Like many Chicagoans, I seized the opportunity to travel to warmer climates over winter break and went to Los Angeles to visit my girlfriend. As soon as I stepped out of the airport I was bathed in sunlight and a cool breeze played across my face; considering the hail/rain/snow/fog brew in which I had been running just a few hours before, it was a welcome change. It was nice to think that I was going to be working out in an ideal environment for the next two weeks. I imagined the great work I would put in, taking the chance to train in a way that I could not while at my Chicagoland home. Two weeks later, as I was on the plane back home, I realized that I had done only a fraction of the work I thought I would. If weather wasn’t the deterrent, then what was?
Winter is an odd time for people who enjoy working out. On the one hand, there is the drive and determination to stay in shape, as well as the fun that one has while competing. On the other hand, it’s incredibly cold and miserable. Getting off the couch to walk over to Ratner or Henry Crown for basketball or indoor soccer is a much more daunting prospect when it’s a balmy zero degrees outside. But what I came to realize in California is that the cold shouldn’t be thought of as a deterrent, but rather, as a motivating force.
That might sound odd, so let me explain. I’m an early riser. During the summer, I like to get my workouts in really early, at around six or seven in the morning. During the winter, however, going out for a run has to wait until two or three in the afternoon when the sun has been out long enough to take those early-morning, single-digit temperatures and push them to a somewhat tolerable place. In California, that early-morning workout was still available to me. But when I woke up at seven on the first day with the intention of going for a run, a voice in the back of my mind whispered, “Go back to bed. It’ll be nice later. You can run whenever you want to.” Sure enough, five minutes later I was back asleep.
Athletes, or at least the good ones, thrive when things get difficult. It’s what separates the great from the good, the gold from the bronze, and the Michael Jordans from the LeBron Jameses. Peter Snell, the great New Zealand runner and two-time Olympic champion, used to relish the icy cold rains of winter. While he was out training, he could be sure his opponents were resting nice and warm by the fire, and in those moments he could know he was gaining an advantage. The challenge invigorated him, and that’s what made him great.
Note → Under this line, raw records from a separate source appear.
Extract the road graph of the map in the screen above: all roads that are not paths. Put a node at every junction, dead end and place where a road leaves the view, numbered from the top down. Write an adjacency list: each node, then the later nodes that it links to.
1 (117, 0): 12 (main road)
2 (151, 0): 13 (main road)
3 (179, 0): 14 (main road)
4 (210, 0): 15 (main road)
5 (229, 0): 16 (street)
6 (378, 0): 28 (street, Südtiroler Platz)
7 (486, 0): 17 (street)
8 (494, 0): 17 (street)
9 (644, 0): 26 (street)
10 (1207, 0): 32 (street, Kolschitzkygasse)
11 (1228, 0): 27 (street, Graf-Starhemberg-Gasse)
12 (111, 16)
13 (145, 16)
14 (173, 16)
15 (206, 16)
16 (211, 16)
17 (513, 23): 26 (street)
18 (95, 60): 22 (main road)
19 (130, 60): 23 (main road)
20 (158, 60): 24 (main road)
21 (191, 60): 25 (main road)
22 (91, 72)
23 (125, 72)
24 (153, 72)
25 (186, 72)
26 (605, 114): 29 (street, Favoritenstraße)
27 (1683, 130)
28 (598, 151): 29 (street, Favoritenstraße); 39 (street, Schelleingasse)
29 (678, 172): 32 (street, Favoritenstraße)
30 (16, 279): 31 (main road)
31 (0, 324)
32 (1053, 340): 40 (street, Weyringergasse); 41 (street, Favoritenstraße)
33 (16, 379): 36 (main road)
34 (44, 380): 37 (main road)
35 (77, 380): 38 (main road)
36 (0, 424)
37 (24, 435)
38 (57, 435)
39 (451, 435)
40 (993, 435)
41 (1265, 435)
A Chicago winter is a similar challenge. It’s easy to bemoan the cold. It’s easy to sit on the couch and reason that a trip to Ratner just isn’t worth it. It’s easy to wish you were somewhere else, somewhere warmer. But it is specifically that adversity which has the capability to propel athletes to the next level, a level that other athletes in less daunting environments can’t possibly hope to reach. If you weren’t in Chicago, you would never get the opportunity to learn what kind of athlete, and, by extension, what kind of person, you really are.
That’s not to say that athletes in warmer climates don’t face challenges as well. I’m using the cold as one example of the million obstacles that athletes face in their day-to-day lives. Athletes, or at least the great ones, pile these challenges on because each challenge overcome makes it that much harder to quit when things become difficult.
So embrace the cold. Embrace the adversity. It’ll make success just that much sweeter.